Voyager Digital (TSX: VOYG) (OTCQX: VYGVF), a digital asset trading platform, has filed for bankruptcy following a difficult couple of weeks for the company. Voyager is emblematic of crypto contagion fears as counter-party risk has caused several firms to pause operations or, in this case, file for bankruptcy protection. Some firms like BlockFi have found investors to bail out the firm before more damage was done. BlockFi is in the process of being sold to FTX, founded by Sam Bankman-Fried, who has emerged as a white knight saving the company.

Voyager was impacted by Three Arrows Capital (3AC), a crypto hedge fund based in Dubai but regulated in Singapore, which had borrowed $650 million from the firm. 3AC had defaulted on the loan which caused Voyager to halt withdrawals and eventually file for reorganization under Chapter 11 bankruptcy proceedings.

In a public statement, Voyager said that it was commencing restructuring to “maximize the value for all stakeholders.” Voyager has filed in the U.S. Bankruptcy Court of the Southern District of New York and intends to seek recognition of the Chapter 11 case of Voyager in the Ontario Superior Court of Justice pursuant to the companies’ Creditors Arrangement Act.

Stephen Ehrlich, Chief Executive Officer of Voyager, issued the following statement on the bankruptcy announcement:

“This comprehensive reorganization is the best way to protect assets on the platform and maximize value for all stakeholders, including customers. Voyager’s platform was built to empower investors by providing access to crypto asset trading with simplicity, speed, liquidity, and transparency. While I strongly believe in this future, the prolonged volatility and contagion in the crypto markets over the past few months, and the default of Three Arrows Capital on a loan from the Company’s subsidiary, Voyager Digital, LLC, require us to take deliberate and decisive action now. The chapter 11 process provides an efficient and equitable mechanism to maximize recovery.”

Voyager said that the reorganization plan would resume access for account holders but did not estimate the timing of this event.

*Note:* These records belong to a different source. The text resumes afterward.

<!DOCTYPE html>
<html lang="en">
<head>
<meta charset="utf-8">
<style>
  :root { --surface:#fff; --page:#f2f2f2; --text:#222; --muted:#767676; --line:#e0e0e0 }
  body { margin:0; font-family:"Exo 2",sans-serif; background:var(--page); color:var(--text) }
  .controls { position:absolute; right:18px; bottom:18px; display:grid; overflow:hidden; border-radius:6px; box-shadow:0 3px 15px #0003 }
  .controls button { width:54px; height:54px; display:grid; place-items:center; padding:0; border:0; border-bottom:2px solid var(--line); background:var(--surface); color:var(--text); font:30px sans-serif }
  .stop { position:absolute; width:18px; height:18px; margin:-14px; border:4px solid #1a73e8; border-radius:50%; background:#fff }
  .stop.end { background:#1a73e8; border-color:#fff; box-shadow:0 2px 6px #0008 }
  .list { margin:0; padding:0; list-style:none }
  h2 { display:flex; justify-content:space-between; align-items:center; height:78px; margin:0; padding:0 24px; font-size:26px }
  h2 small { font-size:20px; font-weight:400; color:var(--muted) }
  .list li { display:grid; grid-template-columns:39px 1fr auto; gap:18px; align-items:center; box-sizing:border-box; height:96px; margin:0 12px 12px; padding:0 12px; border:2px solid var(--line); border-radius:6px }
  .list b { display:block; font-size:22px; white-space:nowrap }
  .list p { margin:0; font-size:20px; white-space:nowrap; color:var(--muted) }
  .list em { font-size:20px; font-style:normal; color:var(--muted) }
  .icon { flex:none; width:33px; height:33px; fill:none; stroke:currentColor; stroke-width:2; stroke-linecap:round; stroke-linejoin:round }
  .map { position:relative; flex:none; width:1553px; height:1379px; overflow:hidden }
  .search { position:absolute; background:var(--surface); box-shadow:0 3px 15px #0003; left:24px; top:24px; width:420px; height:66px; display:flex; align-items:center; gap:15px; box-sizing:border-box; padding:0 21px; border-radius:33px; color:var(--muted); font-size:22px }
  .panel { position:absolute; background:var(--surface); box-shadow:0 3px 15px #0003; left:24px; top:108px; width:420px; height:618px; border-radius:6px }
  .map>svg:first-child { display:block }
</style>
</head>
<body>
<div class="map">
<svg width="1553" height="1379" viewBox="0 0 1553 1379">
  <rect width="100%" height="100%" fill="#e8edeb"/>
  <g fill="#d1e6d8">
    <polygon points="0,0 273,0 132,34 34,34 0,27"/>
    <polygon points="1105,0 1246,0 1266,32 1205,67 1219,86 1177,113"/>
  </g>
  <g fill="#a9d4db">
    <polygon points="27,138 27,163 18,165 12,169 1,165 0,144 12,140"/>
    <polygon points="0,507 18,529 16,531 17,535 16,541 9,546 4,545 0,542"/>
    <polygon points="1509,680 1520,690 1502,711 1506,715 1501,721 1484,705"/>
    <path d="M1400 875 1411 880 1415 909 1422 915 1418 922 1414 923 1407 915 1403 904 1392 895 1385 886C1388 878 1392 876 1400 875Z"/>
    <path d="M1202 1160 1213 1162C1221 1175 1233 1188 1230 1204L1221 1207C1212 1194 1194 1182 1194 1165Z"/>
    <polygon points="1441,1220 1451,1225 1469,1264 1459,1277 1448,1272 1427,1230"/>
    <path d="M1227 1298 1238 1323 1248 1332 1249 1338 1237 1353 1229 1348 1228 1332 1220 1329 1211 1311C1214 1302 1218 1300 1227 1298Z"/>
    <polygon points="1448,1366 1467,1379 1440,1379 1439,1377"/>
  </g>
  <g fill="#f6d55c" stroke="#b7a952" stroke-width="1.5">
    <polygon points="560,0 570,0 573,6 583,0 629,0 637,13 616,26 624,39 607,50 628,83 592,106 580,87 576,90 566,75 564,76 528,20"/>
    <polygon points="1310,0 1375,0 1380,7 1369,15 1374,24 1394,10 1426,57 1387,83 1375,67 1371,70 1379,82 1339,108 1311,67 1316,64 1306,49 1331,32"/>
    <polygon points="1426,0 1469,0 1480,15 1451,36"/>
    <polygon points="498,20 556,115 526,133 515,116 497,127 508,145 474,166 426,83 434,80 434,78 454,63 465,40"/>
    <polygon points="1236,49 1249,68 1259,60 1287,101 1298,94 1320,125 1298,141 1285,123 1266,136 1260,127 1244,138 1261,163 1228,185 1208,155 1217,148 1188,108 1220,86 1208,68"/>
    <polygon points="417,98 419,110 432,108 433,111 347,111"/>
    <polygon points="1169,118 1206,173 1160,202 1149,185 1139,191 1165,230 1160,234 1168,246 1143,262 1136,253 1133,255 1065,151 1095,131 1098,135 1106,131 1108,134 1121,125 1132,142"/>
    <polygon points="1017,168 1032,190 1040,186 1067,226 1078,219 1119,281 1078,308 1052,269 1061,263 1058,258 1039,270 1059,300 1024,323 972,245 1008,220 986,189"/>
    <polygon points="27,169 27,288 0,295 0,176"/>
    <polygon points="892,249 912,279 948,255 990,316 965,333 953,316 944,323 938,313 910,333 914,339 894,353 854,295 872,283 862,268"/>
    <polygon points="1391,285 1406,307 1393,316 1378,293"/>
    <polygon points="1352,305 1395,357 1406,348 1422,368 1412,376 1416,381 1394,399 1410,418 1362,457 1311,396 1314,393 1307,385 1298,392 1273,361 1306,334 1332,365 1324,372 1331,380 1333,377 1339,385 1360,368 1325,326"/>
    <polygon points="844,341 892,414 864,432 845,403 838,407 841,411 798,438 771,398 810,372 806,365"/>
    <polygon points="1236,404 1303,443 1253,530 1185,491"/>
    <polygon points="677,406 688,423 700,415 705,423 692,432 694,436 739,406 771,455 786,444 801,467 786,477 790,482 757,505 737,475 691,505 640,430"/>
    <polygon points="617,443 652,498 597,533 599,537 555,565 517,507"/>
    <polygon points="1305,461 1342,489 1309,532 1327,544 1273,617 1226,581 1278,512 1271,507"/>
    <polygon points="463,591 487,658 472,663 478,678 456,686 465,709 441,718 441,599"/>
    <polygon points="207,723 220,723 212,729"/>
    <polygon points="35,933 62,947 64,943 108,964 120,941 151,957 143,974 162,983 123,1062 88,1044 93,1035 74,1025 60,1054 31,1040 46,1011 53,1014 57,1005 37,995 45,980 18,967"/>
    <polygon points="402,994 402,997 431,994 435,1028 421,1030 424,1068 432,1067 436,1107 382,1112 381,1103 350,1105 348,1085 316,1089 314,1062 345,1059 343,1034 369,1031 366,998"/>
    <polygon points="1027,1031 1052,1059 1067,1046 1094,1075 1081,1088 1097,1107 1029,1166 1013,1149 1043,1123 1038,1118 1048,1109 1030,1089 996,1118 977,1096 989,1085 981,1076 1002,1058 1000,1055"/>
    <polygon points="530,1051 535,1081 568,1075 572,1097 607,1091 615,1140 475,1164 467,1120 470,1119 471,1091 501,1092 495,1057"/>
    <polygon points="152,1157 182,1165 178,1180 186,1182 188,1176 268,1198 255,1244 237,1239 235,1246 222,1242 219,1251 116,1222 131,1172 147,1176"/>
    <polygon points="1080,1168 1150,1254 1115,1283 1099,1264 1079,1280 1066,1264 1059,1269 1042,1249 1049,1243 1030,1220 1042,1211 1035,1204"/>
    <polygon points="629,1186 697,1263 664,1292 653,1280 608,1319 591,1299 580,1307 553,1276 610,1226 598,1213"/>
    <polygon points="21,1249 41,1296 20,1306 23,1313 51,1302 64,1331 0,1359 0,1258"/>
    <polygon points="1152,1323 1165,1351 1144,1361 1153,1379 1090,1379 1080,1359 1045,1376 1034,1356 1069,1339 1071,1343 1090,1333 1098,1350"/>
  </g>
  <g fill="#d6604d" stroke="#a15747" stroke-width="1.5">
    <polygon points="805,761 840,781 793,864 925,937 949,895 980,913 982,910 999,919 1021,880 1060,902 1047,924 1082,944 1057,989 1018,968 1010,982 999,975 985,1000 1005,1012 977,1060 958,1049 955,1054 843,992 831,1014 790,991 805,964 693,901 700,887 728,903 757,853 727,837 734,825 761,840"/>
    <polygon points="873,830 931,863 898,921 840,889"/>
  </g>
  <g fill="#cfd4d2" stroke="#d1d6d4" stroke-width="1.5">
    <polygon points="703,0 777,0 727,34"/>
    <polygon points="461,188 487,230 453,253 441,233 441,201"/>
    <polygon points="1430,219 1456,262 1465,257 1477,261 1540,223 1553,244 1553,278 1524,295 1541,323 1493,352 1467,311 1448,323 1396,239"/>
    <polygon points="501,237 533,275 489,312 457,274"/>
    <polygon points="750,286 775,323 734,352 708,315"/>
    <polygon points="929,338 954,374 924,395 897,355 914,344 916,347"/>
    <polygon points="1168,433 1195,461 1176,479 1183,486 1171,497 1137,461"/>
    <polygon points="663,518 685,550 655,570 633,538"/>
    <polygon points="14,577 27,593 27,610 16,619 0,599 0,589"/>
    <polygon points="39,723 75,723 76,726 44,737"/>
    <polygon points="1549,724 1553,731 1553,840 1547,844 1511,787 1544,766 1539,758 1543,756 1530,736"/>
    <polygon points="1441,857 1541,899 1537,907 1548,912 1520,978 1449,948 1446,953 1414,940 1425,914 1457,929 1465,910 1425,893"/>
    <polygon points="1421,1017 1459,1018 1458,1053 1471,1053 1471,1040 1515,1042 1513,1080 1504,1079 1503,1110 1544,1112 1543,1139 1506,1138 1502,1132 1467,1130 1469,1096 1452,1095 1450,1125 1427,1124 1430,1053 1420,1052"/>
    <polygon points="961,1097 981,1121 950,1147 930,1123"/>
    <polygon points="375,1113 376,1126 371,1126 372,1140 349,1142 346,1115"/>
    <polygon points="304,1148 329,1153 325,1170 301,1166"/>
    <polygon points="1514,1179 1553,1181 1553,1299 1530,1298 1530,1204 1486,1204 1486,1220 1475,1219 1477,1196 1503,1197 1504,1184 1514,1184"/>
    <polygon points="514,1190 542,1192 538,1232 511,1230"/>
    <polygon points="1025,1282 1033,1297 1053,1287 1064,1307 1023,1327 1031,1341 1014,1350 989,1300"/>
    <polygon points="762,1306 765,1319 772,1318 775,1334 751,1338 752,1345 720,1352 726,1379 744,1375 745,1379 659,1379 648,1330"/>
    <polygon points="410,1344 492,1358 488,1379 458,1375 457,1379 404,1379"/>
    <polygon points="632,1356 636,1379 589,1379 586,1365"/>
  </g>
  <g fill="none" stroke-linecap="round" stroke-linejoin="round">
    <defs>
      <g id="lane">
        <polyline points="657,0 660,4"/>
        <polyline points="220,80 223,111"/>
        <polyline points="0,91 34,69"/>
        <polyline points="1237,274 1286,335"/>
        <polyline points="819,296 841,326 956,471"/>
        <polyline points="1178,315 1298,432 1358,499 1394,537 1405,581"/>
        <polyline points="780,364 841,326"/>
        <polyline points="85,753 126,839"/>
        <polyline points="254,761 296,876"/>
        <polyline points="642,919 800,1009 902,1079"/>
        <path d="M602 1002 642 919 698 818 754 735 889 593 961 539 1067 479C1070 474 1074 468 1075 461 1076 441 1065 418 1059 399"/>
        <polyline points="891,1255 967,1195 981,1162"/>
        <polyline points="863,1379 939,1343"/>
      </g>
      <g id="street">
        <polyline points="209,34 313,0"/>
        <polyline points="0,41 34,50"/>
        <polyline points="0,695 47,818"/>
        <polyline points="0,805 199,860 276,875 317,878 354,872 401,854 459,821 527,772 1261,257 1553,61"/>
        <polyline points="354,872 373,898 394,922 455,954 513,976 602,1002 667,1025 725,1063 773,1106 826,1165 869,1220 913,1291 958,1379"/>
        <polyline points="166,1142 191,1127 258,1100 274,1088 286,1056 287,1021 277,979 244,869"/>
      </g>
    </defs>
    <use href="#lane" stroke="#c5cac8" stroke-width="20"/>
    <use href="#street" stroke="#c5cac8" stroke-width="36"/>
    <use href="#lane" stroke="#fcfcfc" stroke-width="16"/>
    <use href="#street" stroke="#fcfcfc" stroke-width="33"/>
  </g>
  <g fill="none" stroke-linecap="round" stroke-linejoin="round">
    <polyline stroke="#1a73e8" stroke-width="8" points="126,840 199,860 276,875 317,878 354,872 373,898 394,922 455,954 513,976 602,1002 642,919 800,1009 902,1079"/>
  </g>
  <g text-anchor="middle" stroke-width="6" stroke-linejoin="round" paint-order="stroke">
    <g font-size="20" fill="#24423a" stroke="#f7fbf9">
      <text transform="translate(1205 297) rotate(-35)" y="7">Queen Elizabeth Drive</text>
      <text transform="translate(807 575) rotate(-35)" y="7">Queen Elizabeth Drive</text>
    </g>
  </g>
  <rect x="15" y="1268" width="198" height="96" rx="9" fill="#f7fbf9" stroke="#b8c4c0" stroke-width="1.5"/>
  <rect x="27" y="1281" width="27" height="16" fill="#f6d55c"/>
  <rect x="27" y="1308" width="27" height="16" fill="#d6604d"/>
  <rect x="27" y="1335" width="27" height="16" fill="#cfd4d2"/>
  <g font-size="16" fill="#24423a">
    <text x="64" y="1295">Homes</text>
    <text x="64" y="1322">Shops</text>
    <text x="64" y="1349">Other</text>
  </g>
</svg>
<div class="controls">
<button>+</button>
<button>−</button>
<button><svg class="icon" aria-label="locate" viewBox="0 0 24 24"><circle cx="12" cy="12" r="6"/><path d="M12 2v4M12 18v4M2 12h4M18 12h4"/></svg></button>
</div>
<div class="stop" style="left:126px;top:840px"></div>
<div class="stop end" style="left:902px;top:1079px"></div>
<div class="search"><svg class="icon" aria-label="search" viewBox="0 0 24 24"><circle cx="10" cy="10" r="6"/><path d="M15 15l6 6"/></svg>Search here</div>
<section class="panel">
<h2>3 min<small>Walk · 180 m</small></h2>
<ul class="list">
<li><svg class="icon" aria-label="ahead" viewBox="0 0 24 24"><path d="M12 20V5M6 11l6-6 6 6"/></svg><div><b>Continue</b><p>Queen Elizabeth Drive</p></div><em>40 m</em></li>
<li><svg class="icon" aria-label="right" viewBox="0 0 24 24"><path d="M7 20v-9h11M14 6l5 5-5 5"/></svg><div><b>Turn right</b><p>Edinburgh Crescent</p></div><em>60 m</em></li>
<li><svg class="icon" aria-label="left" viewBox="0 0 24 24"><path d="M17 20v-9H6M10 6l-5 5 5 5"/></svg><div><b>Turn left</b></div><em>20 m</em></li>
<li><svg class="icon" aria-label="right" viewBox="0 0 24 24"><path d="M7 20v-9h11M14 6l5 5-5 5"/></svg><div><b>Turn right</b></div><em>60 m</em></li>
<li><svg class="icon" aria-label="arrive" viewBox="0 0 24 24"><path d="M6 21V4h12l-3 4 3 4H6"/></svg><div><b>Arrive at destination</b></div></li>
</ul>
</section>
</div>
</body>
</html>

Voyager customers with crypto in their accounts are expected to receive in exchange a combination of the crypto, proceeds from the 3AC recovery, common shares in the newly reorganized company, and Voyager tokens.

The plan may offer an opportunity for customers to elect the proportion of common equity and crypto they will receive, subject to certain maximum thresholds.

Any reorganization plan must be approved by the courts first.

Customers with US dollar deposits in their accounts should receive access to those funds following a reconciliation and fraud prevention process completed with Metropolitan Commercial Bank. The bank posted on its website that Voyager customer funds were insured for up to $250,000 per depositor noting that no crypto is held at the bank.

Voyager said that it currently has over $110 million in cash and crypto on hand which will be utilized to support day-to-day operations. It also recognized there was $350 million of cash held for the benefit of their customers at Metropolitan Commercial Bank.

Voyager also has approximately $1.3 billion of crypto assets on its platform, plus claims against 3AC of more than $650 million.

Voyager has appointed four new independent directors: Matthew Ray at Voyager Digital Ltd.; Scott Vogel at Voyager Digital Holdings, Inc.; and Jill Frizzley and Timothy Pohl at Voyager Digital LLC.

Ray is the founder and Managing Partner at Portage Point Partners a restructuring firm.  Vogel is described as an individual with deep expertise in financially distressed firms. Frizzley is a corporate governance expert with experience in bankruptcies and mergers and acquisitions. Pohl has similar experiences.

It was previously reported that Bankman-Fried’s Alameda Ventures, had purchased over 11% of Voyager’s shares. Alameda also provided a loan of approximately $200 million to Voyager in June.

3AC has been ordered by a court in the British Virgin Isles to liquidate its holdings, at one point 3AC held over $10 billion in assets.

Shares in Voyager halted trading on OTC Markets at $0.2686. At the beginning of 2022, Voyager traded at over $12 a share representing almost a complete loss in value.